Instructions to follow: Your task is to gather the lines below that hold the string "کوچه".

● ● ●

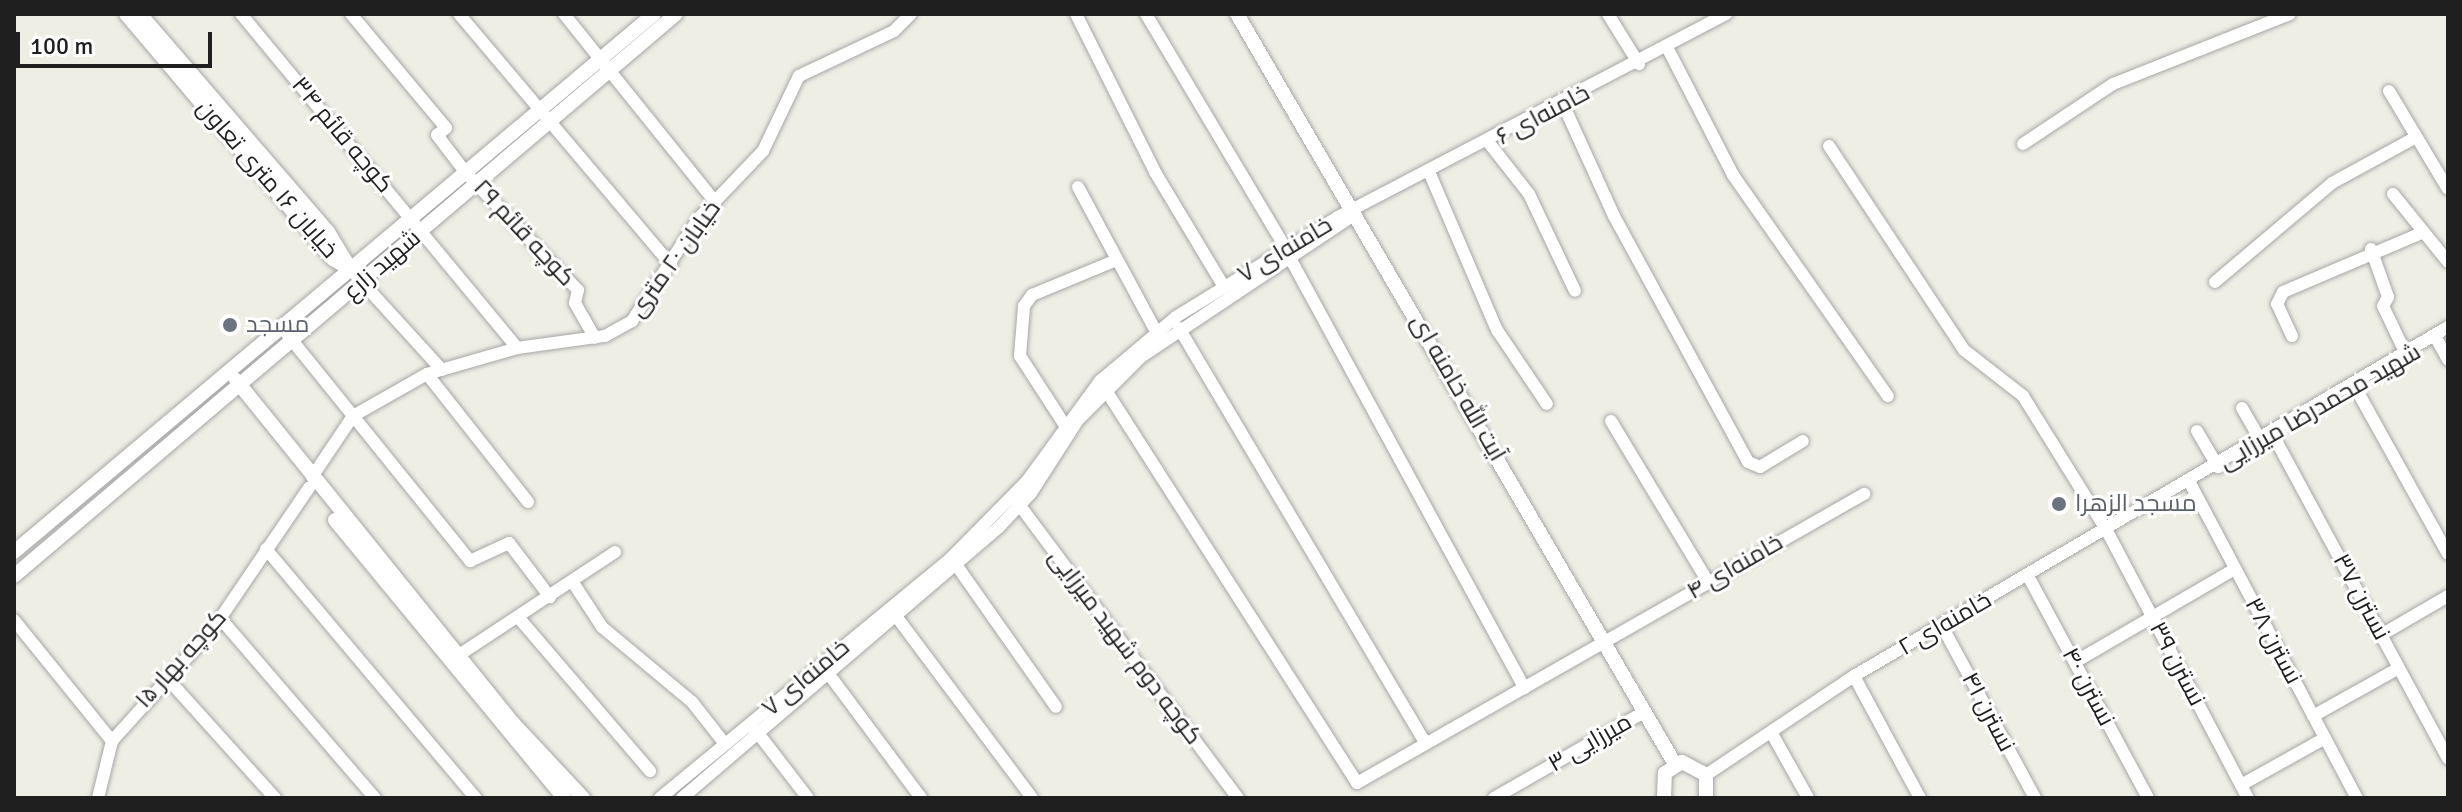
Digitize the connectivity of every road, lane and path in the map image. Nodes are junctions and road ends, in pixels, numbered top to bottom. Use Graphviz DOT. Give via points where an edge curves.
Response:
graph roads {
  1 [pos="126,14"];
  2 [pos="140,14"];
  3 [pos="241,14"];
  4 [pos="351,14"];
  5 [pos="459,14"];
  6 [pos="564,14"];
  7 [pos="654,14"];
  8 [pos="676,14"];
  9 [pos="911,14"];
  10 [pos="1076,14"];
  11 [pos="1146,14"];
  12 [pos="1237,14"];
  13 [pos="1608,14"];
  14 [pos="1726,14"];
  15 [pos="2290,14"];
  16 [pos="1712,18"];
  17 [pos="1668,49"];
  18 [pos="606,64"];
  19 [pos="1639,64"];
  20 [pos="2389,91"];
  21 [pos="1563,104"];
  22 [pos="538,112"];
  23 [pos="551,120"];
  24 [pos="2416,137"];
  25 [pos="1489,143"];
  26 [pos="2023,144"];
  27 [pos="1829,146"];
  28 [pos="466,173"];
  29 [pos="1430,174"];
  30 [pos="480,181"];
  31 [pos="2447,184"];
  32 [pos="1078,187"];
  33 [pos="2393,194"];
  34 [pos="715,202"];
  35 [pos="1356,212"];
  36 [pos="417,225"];
  37 [pos="2421,233"];
  38 [pos="2371,249"];
  39 [pos="1287,252"];
  40 [pos="1114,261"];
  41 [pos="2448,262"];
  42 [pos="671,265"];
  43 [pos="351,270"];
  44 [pos="363,282"];
  45 [pos="2215,282"];
  46 [pos="1224,287"];
  47 [pos="1575,291"];
  48 [pos="2448,327"];
  49 [pos="283,328"];
  50 [pos="1179,328"];
  51 [pos="1157,333"];
  52 [pos="2292,336"];
  53 [pos="595,338"];
  54 [pos="2436,338"];
  55 [pos="293,342"];
  56 [pos="517,348"];
  57 [pos="2407,356"];
  58 [pos="2448,360"];
  59 [pos="442,370"];
  60 [pos="427,374"];
  61 [pos="231,382"];
  62 [pos="1104,385"];
  63 [pos="2355,387"];
  64 [pos="1888,396"];
  65 [pos="1547,404"];
  66 [pos="2242,408"];
  67 [pos="353,416"];
  68 [pos="1611,421"];
  69 [pos="1066,428"];
  70 [pos="2197,431"];
  71 [pos="2268,438"];
  72 [pos="1803,441"];
  73 [pos="2218,467"];
  74 [pos="310,483"];
  75 [pos="2190,483"];
  76 [pos="1864,494"];
  77 [pos="1016,500"];
  78 [pos="528,502"];
  79 [pos="2107,531"];
  80 [pos="266,549"];
  81 [pos="14,552"];
  82 [pos="615,552"];
  83 [pos="2448,554"];
  84 [pos="957,566"];
  85 [pos="2235,569"];
  86 [pos="14,576"];
  87 [pos="2028,576"];
  88 [pos="572,581"];
  89 [pos="1708,582"];
  90 [pos="2448,596"];
  91 [pos="550,597"];
  92 [pos="893,613"];
  93 [pos="518,617"];
  94 [pos="2153,617"];
  95 [pos="220,618"];
  96 [pos="14,620"];
  97 [pos="1942,626"];
  98 [pos="2381,635"];
  99 [pos="1605,641"];
  100 [pos="459,655"];
  101 [pos="2075,662"];
  102 [pos="2399,668"];
  103 [pos="825,669"];
  104 [pos="1854,676"];
  105 [pos="166,677"];
  106 [pos="1524,688"];
  107 [pos="1056,707"];
  108 [pos="1644,712"];
  109 [pos="2313,716"];
  110 [pos="754,728"];
  111 [pos="1771,732"];
  112 [pos="2325,738"];
  113 [pos="112,741"];
  114 [pos="1425,743"];
  115 [pos="725,744"];
  116 [pos="2448,759"];
  117 [pos="1675,764"];
  118 [pos="650,771"];
  119 [pos="1706,775"];
  120 [pos="2241,785"];
  121 [pos="689,791"];
  122 [pos="98,798"];
  123 [pos="275,798"];
  124 [pos="375,798"];
  125 [pos="476,798"];
  126 [pos="564,798"];
  127 [pos="583,798"];
  128 [pos="660,798"];
  129 [pos="808,798"];
  130 [pos="921,798"];
  131 [pos="1032,798"];
  132 [pos="1238,798"];
  133 [pos="1494,798"];
  134 [pos="1663,798"];
  135 [pos="1706,798"];
  136 [pos="1808,798"];
  137 [pos="1920,798"];
  138 [pos="2035,798"];
  139 [pos="2148,798"];
  140 [pos="2248,798"];
  141 [pos="2357,798"];
  1 -- 43 [label="street, خیابان ۱۶ متری تعاون" via="333,259"];
  2 -- 43 [label="street, خیابان ۱۶ متری تعاون" via="328,232"];
  3 -- 36 [label="street, کوچه قائم ۳۴"];
  4 -- 28 [label="street" via="446,128 437,135"];
  5 -- 22 [label="street"];
  6 -- 18 [label="street"];
  7 -- 18 [label="street, شهید زارع"];
  8 -- 18 [label="street, شهید زارع"];
  9 -- 34 [label="street, خیابان ۲۰ متری" via="894,31 799,76 763,151"];
  10 -- 46 [label="street" via="1155,172"];
  11 -- 39 [label="street"];
  12 -- 35 [label="street, آیت الله خامنه ای"];
  13 -- 19 [label="street"];
  14 -- 16 [label="street, خامنه‌ای ۶"];
  15 -- 26 [label="street" via="2113,84"];
  16 -- 17 [label="street, خامنه‌ای ۶"];
  17 -- 19 [label="street, خامنه‌ای ۶"];
  17 -- 64 [label="street" via="1733,175"];
  18 -- 22 [label="street, شهید زارع"];
  18 -- 23 [label="street, شهید زارع"];
  18 -- 34 [label="street"];
  19 -- 21 [label="street, خامنه‌ای ۶"];
  20 -- 24 [label="street"];
  21 -- 25 [label="street, خامنه‌ای ۶"];
  21 -- 72 [label="street" via="1614,216 1748,462 1760,467"];
  22 -- 23 [label="street"];
  22 -- 28 [label="street, شهید زارع"];
  23 -- 30 [label="street, شهید زارع"];
  23 -- 42 [label="street"];
  24 -- 31 [label="street"];
  24 -- 45 [label="street" via="2332,183"];
  25 -- 29 [label="street, خامنه‌ای ۶"];
  25 -- 47 [label="street" via="1529,194"];
  27 -- 79 [label="street, نسترن ۳۹" via="1964,350 2023,396"];
  28 -- 30 [label="street, کوچه قائم ۲۹"];
  28 -- 36 [label="street, شهید زارع"];
  29 -- 35 [label="street, خامنه‌ای ۶"];
  29 -- 65 [label="street" via="1497,330"];
  30 -- 36 [label="street, شهید زارع"];
  30 -- 53 [label="street, کوچه قائم ۲۹" via="578,290 575,303"];
  32 -- 40 [label="street"];
  33 -- 37 [label="street"];
  34 -- 42 [label="street, خیابان ۲۰ متری"];
  35 -- 39 [label="street, خامنه‌ای ۷"];
  35 -- 99 [label="street, آیت الله خامنه ای"];
  36 -- 43 [label="street, شهید زارع"];
  36 -- 44 [label="street, شهید زارع"];
  36 -- 56 [label="street, کوچه قائم ۳۴"];
  37 -- 38 [label="street"];
  37 -- 41 [label="street"];
  38 -- 52 [label="street" via="2278,297"];
  38 -- 57 [label="street" via="2388,297 2383,306"];
  39 -- 46 [label="street, خامنه‌ای ۷"];
  39 -- 50 [label="street, خامنه‌ای ۷"];
  39 -- 106 [label="street"];
  40 -- 51 [label="street"];
  40 -- 69 [label="street" via="1032,295 1024,306 1020,356"];
  42 -- 53 [label="street, خیابان ۲۰ متری" via="632,321"];
  43 -- 44 [label="street"];
  43 -- 49 [label="street, شهید زارع"];
  44 -- 55 [label="street, شهید زارع"];
  44 -- 59 [label="street"];
  46 -- 51 [label="street, خامنه‌ای ۷"];
  48 -- 54 [label="street, شهید محمدرضا میرزایی"];
  49 -- 55 [label="street"];
  49 -- 61 [label="street, شهید زارع"];
  50 -- 62 [label="street, خامنه‌ای ۷"];
  50 -- 114 [label="street"];
  51 -- 62 [label="street, خامنه‌ای ۷"];
  53 -- 56 [label="street, خیابان ۲۰ متری"];
  54 -- 57 [label="street, شهید محمدرضا میرزایی"];
  54 -- 58 [label="street"];
  55 -- 61 [label="street, شهید زارع"];
  55 -- 67 [label="street"];
  56 -- 59 [label="street, خیابان ۲۰ متری"];
  57 -- 63 [label="street, شهید محمدرضا میرزایی"];
  59 -- 60 [label="street, خیابان ۲۰ متری"];
  60 -- 67 [label="street, خیابان ۲۰ متری"];
  60 -- 78 [label="street"];
  61 -- 74 [label="street"];
  61 -- 81 [label="street, شهید زارع"];
  61 -- 86 [label="street, شهید زارع"];
  62 -- 69 [label="street, خامنه‌ای ۷"];
  62 -- 114 [label="street, خامنه‌ای ۴" via="1357,783"];
  63 -- 71 [label="street, شهید محمدرضا میرزایی"];
  63 -- 83 [label="street"];
  66 -- 71 [label="street, نسترن ۳۷"];
  67 -- 74 [label="street, خیابان ۲۰ متری"];
  67 -- 91 [label="street" via="470,561 509,543"];
  68 -- 89 [label="street"];
  69 -- 77 [label="street, خامنه‌ای ۷"];
  70 -- 73 [label="street"];
  71 -- 73 [label="street, شهید محمدرضا میرزایی"];
  71 -- 98 [label="street, نسترن ۳۷"];
  73 -- 75 [label="street, شهید محمدرضا میرزایی"];
  74 -- 80 [label="street, کوچه بهار ۱۵"];
  74 -- 100 [label="street"];
  74 -- 126 [label="street"];
  75 -- 79 [label="street, خامنه‌ای ۲"];
  75 -- 85 [label="street, نسترن ۳۸"];
  76 -- 89 [label="street, خامنه‌ای ۴"];
  77 -- 84 [label="street, خامنه‌ای ۷"];
  77 -- 92 [label="street, خامنه‌ای ۷"];
  77 -- 132 [label="street, کوچه دوم شهید میرزایی"];
  79 -- 87 [label="street, خامنه‌ای ۲"];
  79 -- 94 [label="street, نسترن ۳۹"];
  80 -- 95 [label="street, کوچه بهار ۱۵"];
  80 -- 125 [label="street"];
  82 -- 88 [label="street"];
  84 -- 92 [label="street, خامنه‌ای ۷"];
  84 -- 107 [label="street"];
  85 -- 94 [label="street"];
  85 -- 109 [label="street, نسترن ۳۸"];
  87 -- 97 [label="street, خامنه‌ای ۲"];
  87 -- 101 [label="street, نسترن ۴۰"];
  88 -- 91 [label="street"];
  88 -- 115 [label="street" via="602,627 692,702"];
  89 -- 99 [label="street, خامنه‌ای ۴"];
  90 -- 98 [label="street"];
  91 -- 93 [label="street"];
  92 -- 103 [label="street, خامنه‌ای ۷"];
  92 -- 131 [label="street"];
  93 -- 100 [label="street"];
  93 -- 118 [label="street"];
  94 -- 101 [label="street"];
  94 -- 120 [label="street, نسترن ۳۹"];
  95 -- 105 [label="street, کوچه بهار ۱۵"];
  95 -- 124 [label="street"];
  96 -- 113 [label="street"];
  97 -- 104 [label="street, خامنه‌ای ۲"];
  97 -- 138 [label="street, نسترن ۴۱"];
  98 -- 102 [label="street, نسترن ۳۷"];
  99 -- 106 [label="street, خامنه‌ای ۴"];
  99 -- 108 [label="street, آیت الله خامنه ای"];
  100 -- 127 [label="street"];
  101 -- 139 [label="street, نسترن ۴۰"];
  102 -- 109 [label="street"];
  102 -- 116 [label="street, نسترن ۳۷"];
  103 -- 110 [label="street, خامنه‌ای ۷"];
  103 -- 130 [label="street"];
  104 -- 111 [label="street, خامنه‌ای ۲"];
  104 -- 137 [label="street"];
  105 -- 113 [label="street, کوچه بهار ۱۵"];
  105 -- 123 [label="street"];
  106 -- 114 [label="street, خامنه‌ای ۴"];
  108 -- 117 [label="street, آیت الله خامنه ای"];
  108 -- 133 [label="street, میرزایی ۳"];
  109 -- 112 [label="street, نسترن ۳۸"];
  110 -- 115 [label="street, خامنه‌ای ۷"];
  110 -- 121 [label="street, خامنه‌ای ۷"];
  110 -- 129 [label="street"];
  111 -- 119 [label="street, خامنه‌ای ۲"];
  111 -- 136 [label="street"];
  112 -- 120 [label="street"];
  112 -- 141 [label="street, نسترن ۳۸"];
  113 -- 122 [label="street, کوچه بهار ۱۵"];
  115 -- 121 [label="street, خامنه‌ای ۷"];
  117 -- 119 [label="street" via="1689,762"];
  117 -- 134 [label="street" via="1662,779"];
  119 -- 135 [label="street"];
  120 -- 140 [label="street, نسترن ۳۹"];
  121 -- 128 [label="street, خامنه‌ای ۷"];
}
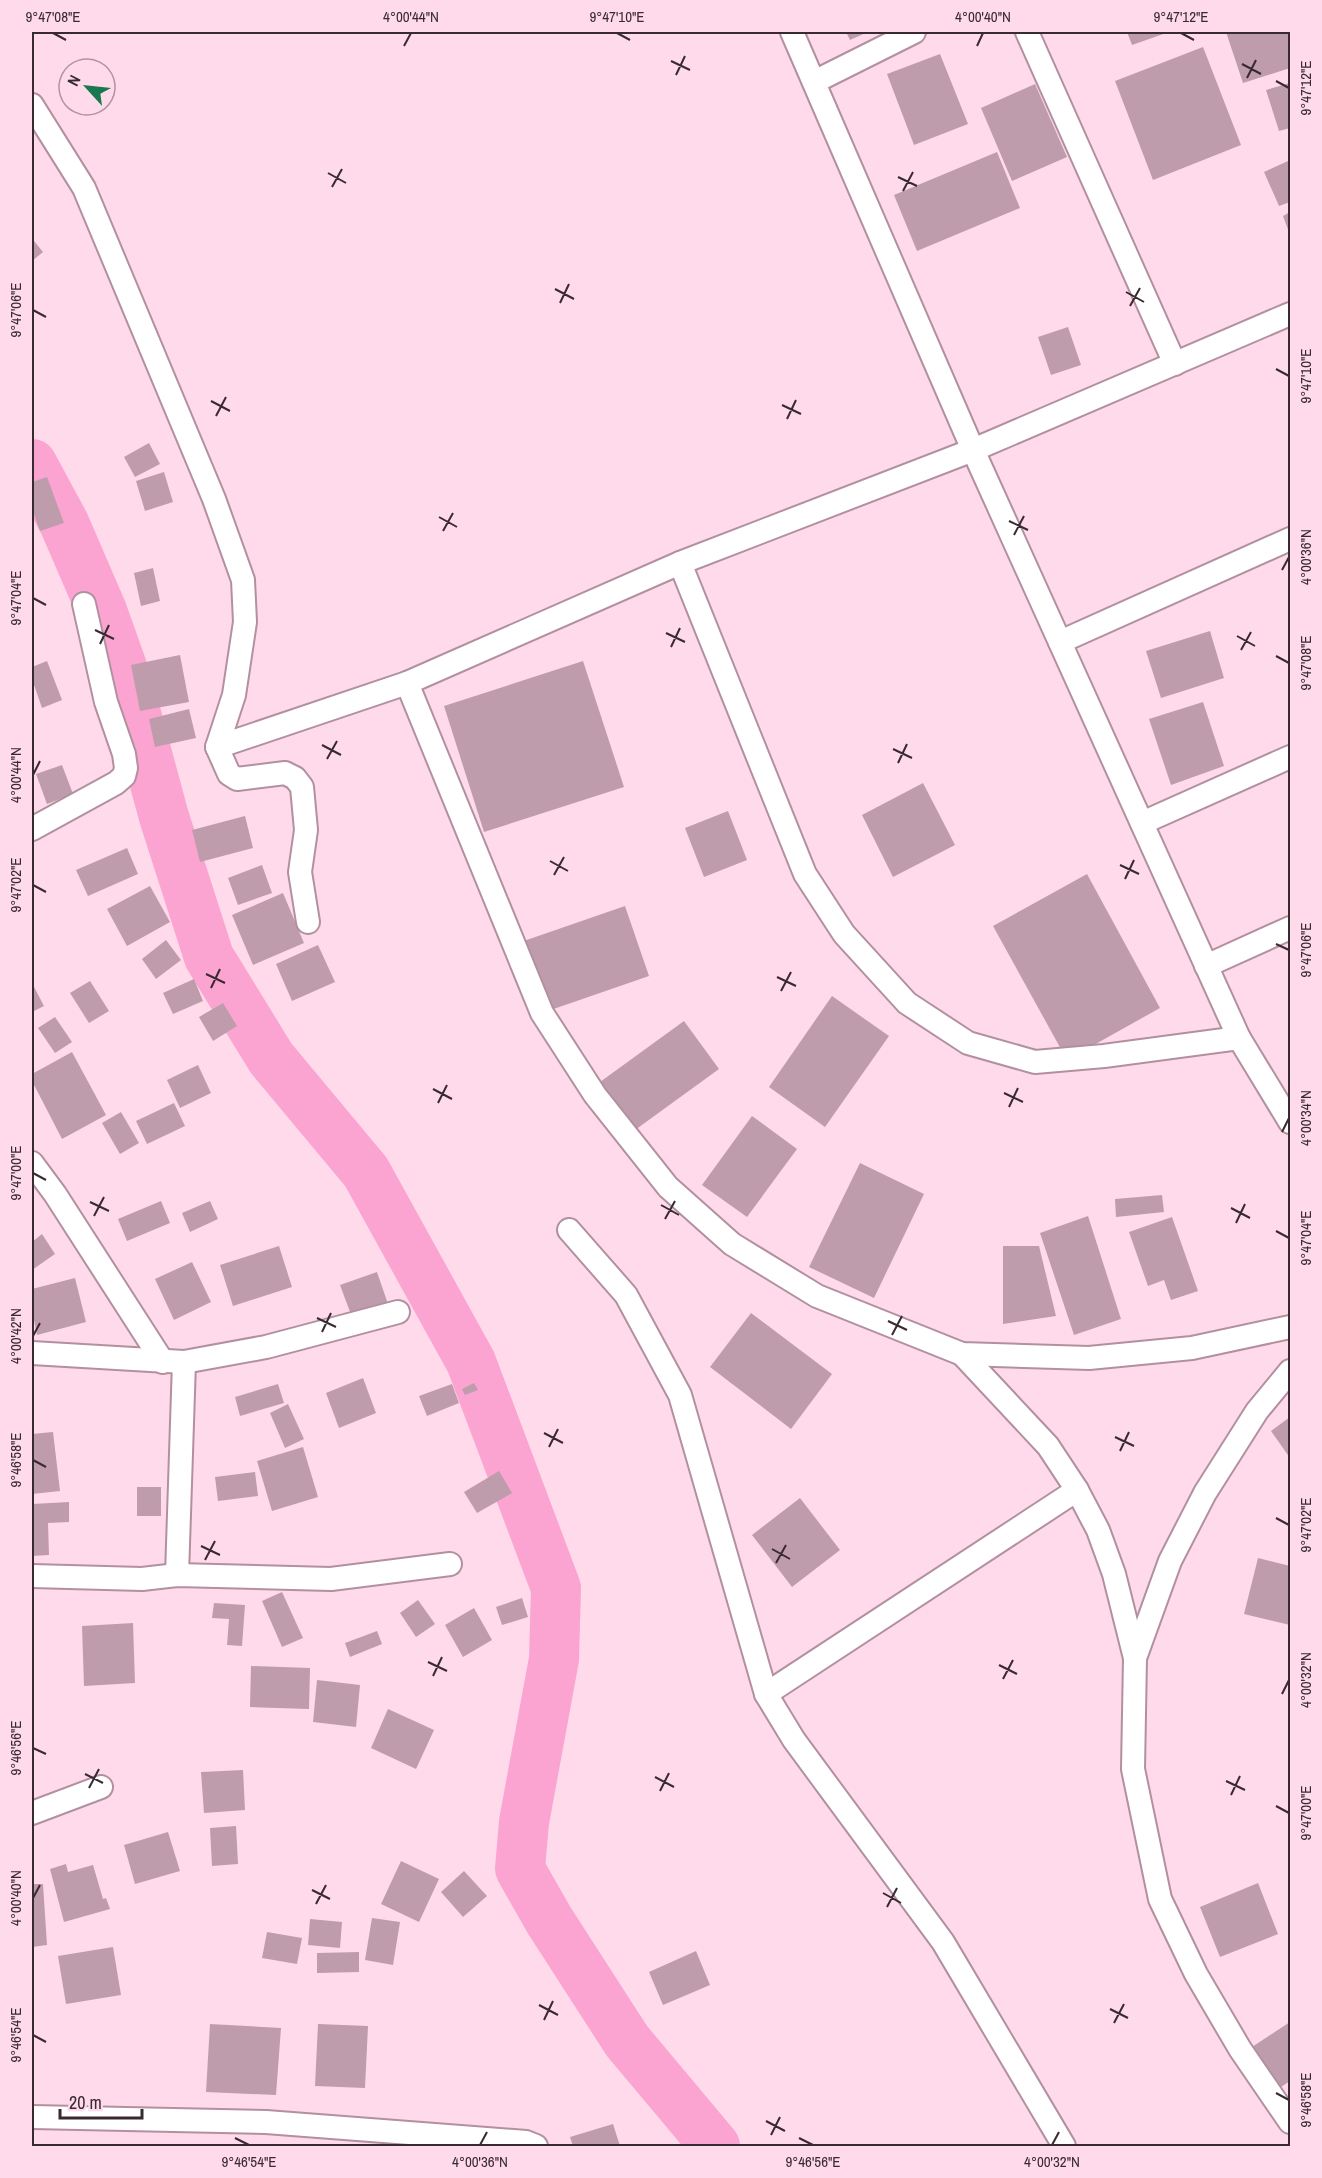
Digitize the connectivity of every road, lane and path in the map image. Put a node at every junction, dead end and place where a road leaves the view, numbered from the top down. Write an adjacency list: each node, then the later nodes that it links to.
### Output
1 (792, 32): 4 (street)
2 (914, 32): 4 (street)
3 (1027, 32): 7 (street)
4 (814, 82): 8 (street)
5 (32, 105): 14 (street)
6 (1290, 314): 7 (street)
7 (1175, 364): 8 (street)
8 (973, 450): 10 (street); 12 (street)
9 (1290, 539): 12 (street)
10 (680, 563): 13 (street); 21 (street)
11 (84, 604): 17 (street)
12 (1060, 642): 16 (street)
13 (407, 683): 14 (street); 28 (street)
14 (217, 747): 18 (street)
15 (1290, 757): 16 (street)
16 (1142, 823): 20 (street)
17 (32, 829)
18 (308, 922)
19 (1290, 928): 20 (street)
20 (1206, 966): 21 (street)
21 (1239, 1038): 22 (street)
22 (1290, 1122)
23 (32, 1163): 29 (street)
24 (569, 1230): 36 (street)
25 (398, 1312): 29 (street)
26 (1290, 1327): 28 (street)
27 (32, 1353): 29 (street)
28 (962, 1354): 31 (street)
29 (173, 1362): 33 (street)
30 (1290, 1371): 35 (street)
31 (1077, 1490): 35 (street); 36 (street)
32 (450, 1564): 33 (street)
33 (177, 1575): 34 (street)
34 (32, 1576)
35 (1135, 1658): 40 (street)
36 (766, 1694): 42 (street)
37 (101, 1787): 38 (street)
38 (32, 1813)
39 (32, 2117): 41 (street)
40 (1290, 2122)
41 (536, 2146)
42 (1064, 2146)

● ● ●

Response to this task:
  3 -- 36 [label="street, کوچه قائم ۳۴"];
  28 -- 30 [label="street, کوچه قائم ۲۹"];
  30 -- 53 [label="street, کوچه قائم ۲۹" via="578,290 575,303"];
  36 -- 56 [label="street, کوچه قائم ۳۴"];
  74 -- 80 [label="street, کوچه بهار ۱۵"];
  77 -- 132 [label="street, کوچه دوم شهید میرزایی"];
  80 -- 95 [label="street, کوچه بهار ۱۵"];
  95 -- 105 [label="street, کوچه بهار ۱۵"];
  105 -- 113 [label="street, کوچه بهار ۱۵"];
  113 -- 122 [label="street, کوچه بهار ۱۵"];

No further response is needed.